Key PointsQuestion
What is the geographic access to transcatheter aortic valve replacement (TAVR) centers in the United States?
Findings
In this observational study, 1 232 568 of 47 527 537 individuals 65 years and older lived in a zip code with a TAVR center, and 43 789 169 (92.1%) lived in a hospital referral region containing a TAVR center. For those who underwent successful TAVR, median driving time to implanting center was 35.0 minutes (interquartile range, 20.0-70.0 minutes).
Meaning
In the context of the US health care system where specialized care is centralized, TAVR services have significant penetration.
Importance
Geographic access to transcatheter aortic replacement (TAVR) centers varies in the United States as a result of controlled expansion through minimum volume requirements.
Objective
To describe the current geographic access to TAVR centers in the United States.
Design, Setting, and Participants
Observational study from June 1, 2015, to June 30, 2017. United States census data were used to describe access to TAVR center. Google Maps and the Society of Thoracic Surgeons American College of Cardiology Transcatheter Valve Therapy Registry were used to describe characteristics of patients undergoing successful TAVR according to proximity to implanting center. The study analyzed 47 527 537 individuals 65 years and older in the United States and 31 098 patients who underwent successful transfemoral TAVR, were linked to fee-for-service Medicare, and had a measurable driving time.
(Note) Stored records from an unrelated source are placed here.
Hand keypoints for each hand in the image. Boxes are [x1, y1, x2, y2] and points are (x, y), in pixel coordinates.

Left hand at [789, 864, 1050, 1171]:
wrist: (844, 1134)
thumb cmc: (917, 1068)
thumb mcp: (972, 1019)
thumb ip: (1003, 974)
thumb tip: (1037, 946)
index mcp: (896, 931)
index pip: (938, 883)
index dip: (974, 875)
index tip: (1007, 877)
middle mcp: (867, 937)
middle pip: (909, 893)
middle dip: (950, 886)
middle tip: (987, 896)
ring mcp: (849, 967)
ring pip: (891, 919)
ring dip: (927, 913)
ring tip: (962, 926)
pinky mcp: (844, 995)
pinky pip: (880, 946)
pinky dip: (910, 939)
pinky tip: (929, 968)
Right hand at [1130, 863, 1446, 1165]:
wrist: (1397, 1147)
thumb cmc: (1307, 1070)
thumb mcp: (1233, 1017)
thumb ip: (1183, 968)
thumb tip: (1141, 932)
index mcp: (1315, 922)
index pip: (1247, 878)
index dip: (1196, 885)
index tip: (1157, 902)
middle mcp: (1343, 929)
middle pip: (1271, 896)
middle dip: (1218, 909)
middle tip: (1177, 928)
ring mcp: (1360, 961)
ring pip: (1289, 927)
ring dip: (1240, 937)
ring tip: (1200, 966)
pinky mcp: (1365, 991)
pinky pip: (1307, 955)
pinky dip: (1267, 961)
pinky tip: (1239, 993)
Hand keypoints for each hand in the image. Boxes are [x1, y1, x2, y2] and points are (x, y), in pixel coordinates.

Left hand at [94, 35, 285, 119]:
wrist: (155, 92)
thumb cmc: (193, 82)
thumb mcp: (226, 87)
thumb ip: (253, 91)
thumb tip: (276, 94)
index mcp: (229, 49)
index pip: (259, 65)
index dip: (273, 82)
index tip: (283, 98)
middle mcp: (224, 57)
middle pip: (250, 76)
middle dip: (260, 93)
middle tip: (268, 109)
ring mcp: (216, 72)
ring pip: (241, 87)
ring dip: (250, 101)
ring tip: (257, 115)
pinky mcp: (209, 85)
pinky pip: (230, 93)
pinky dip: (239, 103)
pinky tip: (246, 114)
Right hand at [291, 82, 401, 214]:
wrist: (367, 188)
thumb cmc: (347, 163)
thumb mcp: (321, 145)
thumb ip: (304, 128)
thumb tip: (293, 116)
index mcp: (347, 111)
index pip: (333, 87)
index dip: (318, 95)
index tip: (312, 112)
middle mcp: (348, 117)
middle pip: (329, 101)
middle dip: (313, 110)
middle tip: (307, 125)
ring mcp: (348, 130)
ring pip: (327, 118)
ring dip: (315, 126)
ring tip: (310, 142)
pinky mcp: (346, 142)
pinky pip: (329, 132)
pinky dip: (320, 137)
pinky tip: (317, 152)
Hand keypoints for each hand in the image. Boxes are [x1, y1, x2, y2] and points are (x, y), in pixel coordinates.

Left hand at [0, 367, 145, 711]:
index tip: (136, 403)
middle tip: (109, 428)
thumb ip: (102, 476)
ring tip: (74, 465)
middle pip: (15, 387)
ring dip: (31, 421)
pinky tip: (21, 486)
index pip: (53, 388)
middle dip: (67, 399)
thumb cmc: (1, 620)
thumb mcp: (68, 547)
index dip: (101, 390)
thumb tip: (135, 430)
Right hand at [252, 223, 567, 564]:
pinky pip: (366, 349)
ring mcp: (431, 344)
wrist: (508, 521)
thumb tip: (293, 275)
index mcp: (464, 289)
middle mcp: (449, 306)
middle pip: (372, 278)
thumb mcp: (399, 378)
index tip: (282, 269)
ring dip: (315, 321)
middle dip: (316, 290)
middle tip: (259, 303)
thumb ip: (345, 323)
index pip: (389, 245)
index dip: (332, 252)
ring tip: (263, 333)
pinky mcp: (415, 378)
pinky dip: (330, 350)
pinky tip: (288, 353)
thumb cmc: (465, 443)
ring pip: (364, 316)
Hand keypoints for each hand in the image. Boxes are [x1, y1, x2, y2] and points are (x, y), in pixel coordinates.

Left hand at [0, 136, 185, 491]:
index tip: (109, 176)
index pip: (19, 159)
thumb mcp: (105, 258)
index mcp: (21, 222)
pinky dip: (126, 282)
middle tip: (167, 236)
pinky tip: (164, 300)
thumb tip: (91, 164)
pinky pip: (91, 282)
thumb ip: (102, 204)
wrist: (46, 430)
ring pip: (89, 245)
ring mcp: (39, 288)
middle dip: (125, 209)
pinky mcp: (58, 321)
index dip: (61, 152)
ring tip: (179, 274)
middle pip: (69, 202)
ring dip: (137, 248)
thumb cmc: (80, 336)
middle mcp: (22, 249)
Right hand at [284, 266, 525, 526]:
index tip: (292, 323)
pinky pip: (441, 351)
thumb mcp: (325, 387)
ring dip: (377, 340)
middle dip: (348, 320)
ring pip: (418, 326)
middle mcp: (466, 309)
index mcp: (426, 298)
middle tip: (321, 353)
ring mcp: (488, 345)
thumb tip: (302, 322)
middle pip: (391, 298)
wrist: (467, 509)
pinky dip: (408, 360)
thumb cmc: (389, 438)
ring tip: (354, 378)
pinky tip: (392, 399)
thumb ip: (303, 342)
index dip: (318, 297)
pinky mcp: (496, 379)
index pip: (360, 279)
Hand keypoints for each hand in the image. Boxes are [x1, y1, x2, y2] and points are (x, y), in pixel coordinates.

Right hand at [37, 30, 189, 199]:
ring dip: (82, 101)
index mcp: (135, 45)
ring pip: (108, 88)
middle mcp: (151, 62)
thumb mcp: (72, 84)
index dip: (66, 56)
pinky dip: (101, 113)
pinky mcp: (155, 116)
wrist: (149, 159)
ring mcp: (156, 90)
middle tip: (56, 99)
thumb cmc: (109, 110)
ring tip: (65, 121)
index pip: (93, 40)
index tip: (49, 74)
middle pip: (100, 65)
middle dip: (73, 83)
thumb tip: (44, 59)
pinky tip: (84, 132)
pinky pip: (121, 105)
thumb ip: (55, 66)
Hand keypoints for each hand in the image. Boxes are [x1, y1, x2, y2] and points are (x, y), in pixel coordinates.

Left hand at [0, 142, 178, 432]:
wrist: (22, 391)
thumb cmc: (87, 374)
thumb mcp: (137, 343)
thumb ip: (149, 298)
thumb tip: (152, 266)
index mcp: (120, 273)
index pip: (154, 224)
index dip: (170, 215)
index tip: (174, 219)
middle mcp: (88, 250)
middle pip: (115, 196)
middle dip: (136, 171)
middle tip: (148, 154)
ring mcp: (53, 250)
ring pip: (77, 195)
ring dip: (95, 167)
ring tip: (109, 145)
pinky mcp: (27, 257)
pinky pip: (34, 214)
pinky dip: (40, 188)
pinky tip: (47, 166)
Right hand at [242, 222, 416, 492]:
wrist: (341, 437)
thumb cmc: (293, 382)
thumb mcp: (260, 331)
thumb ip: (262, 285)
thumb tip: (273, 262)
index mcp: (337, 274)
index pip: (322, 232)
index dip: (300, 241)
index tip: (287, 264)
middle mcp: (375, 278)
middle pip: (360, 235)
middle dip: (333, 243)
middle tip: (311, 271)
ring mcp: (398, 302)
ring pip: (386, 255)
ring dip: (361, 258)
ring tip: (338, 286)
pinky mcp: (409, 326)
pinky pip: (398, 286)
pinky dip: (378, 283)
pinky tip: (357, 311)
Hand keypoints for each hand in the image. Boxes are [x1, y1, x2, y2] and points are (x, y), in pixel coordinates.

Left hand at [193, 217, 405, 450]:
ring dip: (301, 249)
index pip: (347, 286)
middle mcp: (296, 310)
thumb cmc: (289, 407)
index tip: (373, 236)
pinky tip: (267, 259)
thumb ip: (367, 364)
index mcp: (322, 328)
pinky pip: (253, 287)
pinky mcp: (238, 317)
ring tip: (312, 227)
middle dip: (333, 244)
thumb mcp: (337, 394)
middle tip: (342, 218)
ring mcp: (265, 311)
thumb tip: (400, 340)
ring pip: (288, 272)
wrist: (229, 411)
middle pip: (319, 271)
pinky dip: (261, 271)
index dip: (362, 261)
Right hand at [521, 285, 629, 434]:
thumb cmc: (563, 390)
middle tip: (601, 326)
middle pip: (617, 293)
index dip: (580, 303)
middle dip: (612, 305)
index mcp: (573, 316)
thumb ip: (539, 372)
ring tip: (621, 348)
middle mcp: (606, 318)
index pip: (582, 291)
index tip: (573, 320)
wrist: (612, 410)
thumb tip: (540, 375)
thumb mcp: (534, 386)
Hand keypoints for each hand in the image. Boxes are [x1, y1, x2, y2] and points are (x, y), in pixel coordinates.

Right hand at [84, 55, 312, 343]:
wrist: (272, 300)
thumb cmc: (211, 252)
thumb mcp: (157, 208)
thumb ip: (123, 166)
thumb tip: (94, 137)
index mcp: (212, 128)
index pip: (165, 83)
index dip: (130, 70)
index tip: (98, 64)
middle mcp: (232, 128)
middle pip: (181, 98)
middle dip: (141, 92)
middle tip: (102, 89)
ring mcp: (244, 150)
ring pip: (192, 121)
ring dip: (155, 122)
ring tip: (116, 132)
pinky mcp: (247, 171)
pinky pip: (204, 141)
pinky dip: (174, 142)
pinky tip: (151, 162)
Main Outcomes and Measures
Median driving distance to a TAVR center.
Results
Among 40 537 zip codes in the United States, 490 (1.2%) contained a TAVR center, and among 305 hospital referral regions (HRR), 234 (76.7%) contained a TAVR center. Of the 31 749 patients who underwent successful transfemoral TAVR and were linked to fee-for-service Medicare, 31 098 had a measurable driving time. Mean (SD) age was 82.4 (6.9) years, 14 697 patients (47.3%) were women, and 7422 (23.87%) lived in a rural area. This translated to 1 232 568 of 47 527 537 individuals (2.6%) 65 years and older living in a zip code with a TAVR center and 43 789 169 (92.1%) living in an HRR with a TAVR center. Among 31 749 patients who underwent successful transfemoral TAVR and were linked to fee-for-service Medicare, 31 098 had a measurable driving time. All of these patients (100.0%) underwent their procedure in a TAVR center within their HRR, with 1350 (4.3%) undergoing TAVR in a center within their home zip code. Median driving time to implanting TAVR center was 35.0 minutes (IQR, 20.0-70.0 minutes), ranging from 2.0 minutes to 18 hours and 48 minutes.
Conclusions and Relevance
Most US individuals 65 years and older live in an HRR with a TAVR center. Among patients undergoing successful transfemoral TAVR, median driving time to implanting center was 35.0 minutes. Within the context of the US health care system, where certain advanced procedures and specialized care are centralized, TAVR services have significant penetration. More studies are required to evaluate the effect of geographic location of TAVR sites on access to TAVR procedures among individuals with an indication for a TAVR within the US population.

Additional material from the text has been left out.